- _ENTRIES SHOWN_
= = = = =

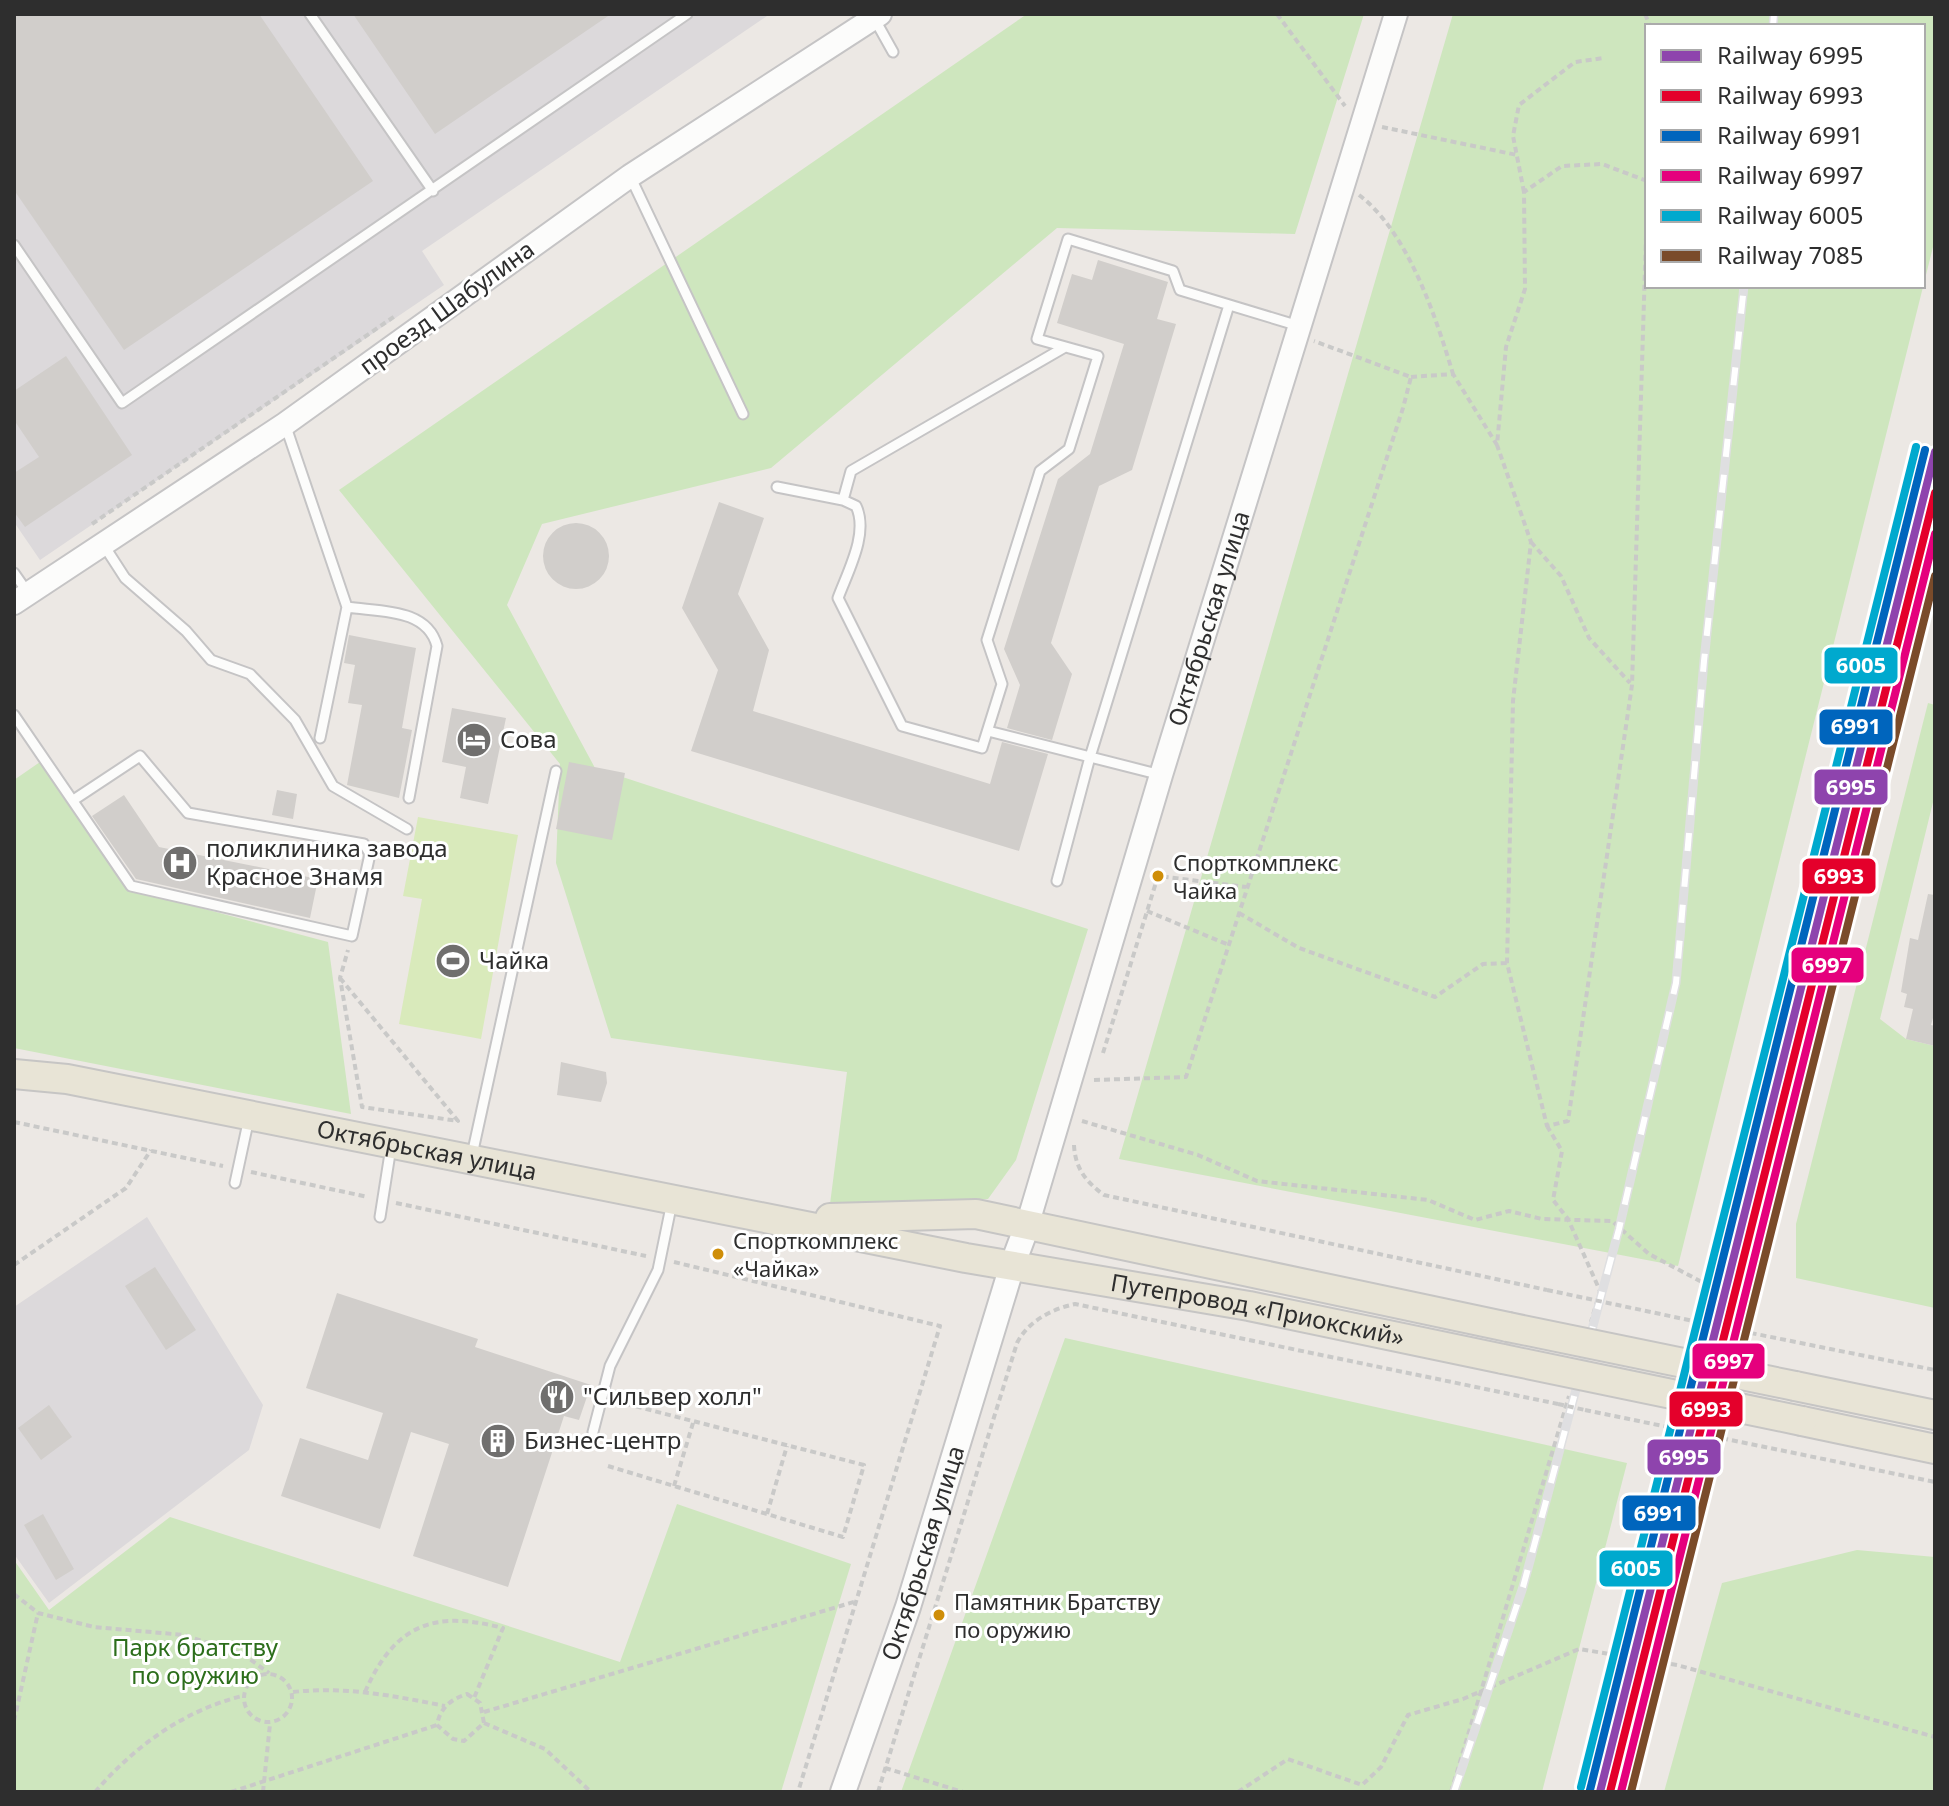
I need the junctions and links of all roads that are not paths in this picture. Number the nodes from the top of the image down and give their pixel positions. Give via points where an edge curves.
1 (310, 14) edge
2 (687, 14) edge
3 (1396, 14) edge
4 (877, 16) edge
5 (893, 52) dead end
6 (630, 176) junction
7 (433, 191) junction
8 (14, 245) edge
9 (1229, 305) junction
10 (1298, 330) junction
11 (1065, 347) junction
12 (743, 414) dead end
13 (285, 424) junction
14 (777, 487) dead end
15 (843, 500) junction
16 (102, 543) junction
17 (14, 573) edge
18 (21, 598) edge
19 (347, 607) junction
20 (14, 715) edge
21 (25, 726) junction
22 (988, 731) junction
23 (14, 734) edge
24 (320, 738) dead end
25 (1090, 757) junction
26 (556, 771) dead end
27 (1161, 775) junction
28 (409, 798) dead end
29 (75, 799) junction
30 (407, 829) dead end
31 (1057, 881) dead end
32 (14, 1062) edge
33 (14, 1074) edge
34 (67, 1079) junction
35 (250, 1115) junction
36 (391, 1144) junction
37 (471, 1158) junction
38 (235, 1183) dead end
39 (673, 1199) junction
40 (380, 1217) dead end
41 (785, 1220) junction
42 (1027, 1226) junction
43 (1012, 1266) junction
44 (1935, 1415) edge
45 (593, 1432) dead end
46 (1935, 1449) edge
47 (843, 1792) edge

1 - 7 lane
2 - 7 lane
3 - 10 street, Октябрьская улица
4 - 5 lane
4 - 6 street, проезд Шабулина
6 - 12 lane
6 - 13 street, проезд Шабулина
7 - 8 lane via 122,403
9 - 10 lane
9 - 11 lane via 1180,290 1173,271 1068,239 1037,339
9 - 25 lane
10 - 27 street, Октябрьская улица
11 - 15 lane via 851,471
11 - 22 lane via 1098,356 1069,449 1040,471 987,640 1002,684
13 - 16 street, проезд Шабулина
13 - 19 lane
14 - 15 lane
15 - 22 lane via 856,506 861,532 838,598 902,726 982,748
16 - 18 street, проезд Шабулина
16 - 30 lane via 125,578 211,660 250,674 295,720 333,786
17 - 18 lane
19 - 24 lane
19 - 28 lane via 418,618 433,630 437,646
20 - 21 lane
21 - 23 lane
21 - 29 lane
22 - 25 lane
25 - 27 lane
25 - 31 lane
26 - 37 lane
27 - 42 street, Октябрьская улица
29 - 29 lane via 131,886 352,936 370,854 364,844 188,813 140,756
32 - 34 main road, Октябрьская улица
33 - 34 main road, Октябрьская улица
34 - 35 main road, Октябрьская улица
35 - 36 main road, Октябрьская улица
35 - 38 lane
36 - 37 main road, Октябрьская улица
36 - 40 lane
37 - 39 main road, Октябрьская улица
39 - 41 main road, Октябрьская улица
39 - 45 lane via 661,1259 610,1366
41 - 42 main road, Октябрьская улица via 976,1214
41 - 43 main road, Октябрьская улица
42 - 43 main road, Октябрьская улица
42 - 44 main road, Путепровод «Приокский», bridge
43 - 46 main road, Путепровод «Приокский», bridge via 1249,1306
43 - 47 main road, Октябрьская улица via 908,1607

= = = = =

Pictures are to be left out; everything else in the entries is reproduced verbatim.

I need the junctions and links of all roads that are not paths in this picture. Number the nodes from the top of the image down and give their pixel positions. Give via points where an edge curves.
1 (310, 14) edge
2 (687, 14) edge
3 (1396, 14) edge
4 (877, 16) edge
5 (893, 52) dead end
6 (630, 176) junction
7 (433, 191) junction
8 (14, 245) edge
9 (1229, 305) junction
10 (1298, 330) junction
11 (1065, 347) junction
12 (743, 414) dead end
13 (285, 424) junction
14 (777, 487) dead end
15 (843, 500) junction
16 (102, 543) junction
17 (14, 573) edge
18 (21, 598) edge
19 (347, 607) junction
20 (14, 715) edge
21 (25, 726) junction
22 (988, 731) junction
23 (14, 734) edge
24 (320, 738) dead end
25 (1090, 757) junction
26 (556, 771) dead end
27 (1161, 775) junction
28 (409, 798) dead end
29 (75, 799) junction
30 (407, 829) dead end
31 (1057, 881) dead end
32 (14, 1062) edge
33 (14, 1074) edge
34 (67, 1079) junction
35 (250, 1115) junction
36 (391, 1144) junction
37 (471, 1158) junction
38 (235, 1183) dead end
39 (673, 1199) junction
40 (380, 1217) dead end
41 (785, 1220) junction
42 (1027, 1226) junction
43 (1012, 1266) junction
44 (1935, 1415) edge
45 (593, 1432) dead end
46 (1935, 1449) edge
47 (843, 1792) edge

1 - 7 lane
2 - 7 lane
3 - 10 street, Октябрьская улица
4 - 5 lane
4 - 6 street, проезд Шабулина
6 - 12 lane
6 - 13 street, проезд Шабулина
7 - 8 lane via 122,403
9 - 10 lane
9 - 11 lane via 1180,290 1173,271 1068,239 1037,339
9 - 25 lane
10 - 27 street, Октябрьская улица
11 - 15 lane via 851,471
11 - 22 lane via 1098,356 1069,449 1040,471 987,640 1002,684
13 - 16 street, проезд Шабулина
13 - 19 lane
14 - 15 lane
15 - 22 lane via 856,506 861,532 838,598 902,726 982,748
16 - 18 street, проезд Шабулина
16 - 30 lane via 125,578 211,660 250,674 295,720 333,786
17 - 18 lane
19 - 24 lane
19 - 28 lane via 418,618 433,630 437,646
20 - 21 lane
21 - 23 lane
21 - 29 lane
22 - 25 lane
25 - 27 lane
25 - 31 lane
26 - 37 lane
27 - 42 street, Октябрьская улица
29 - 29 lane via 131,886 352,936 370,854 364,844 188,813 140,756
32 - 34 main road, Октябрьская улица
33 - 34 main road, Октябрьская улица
34 - 35 main road, Октябрьская улица
35 - 36 main road, Октябрьская улица
35 - 38 lane
36 - 37 main road, Октябрьская улица
36 - 40 lane
37 - 39 main road, Октябрьская улица
39 - 41 main road, Октябрьская улица
39 - 45 lane via 661,1259 610,1366
41 - 42 main road, Октябрьская улица via 976,1214
41 - 43 main road, Октябрьская улица
42 - 43 main road, Октябрьская улица
42 - 44 main road, Путепровод «Приокский», bridge
43 - 46 main road, Путепровод «Приокский», bridge via 1249,1306
43 - 47 main road, Октябрьская улица via 908,1607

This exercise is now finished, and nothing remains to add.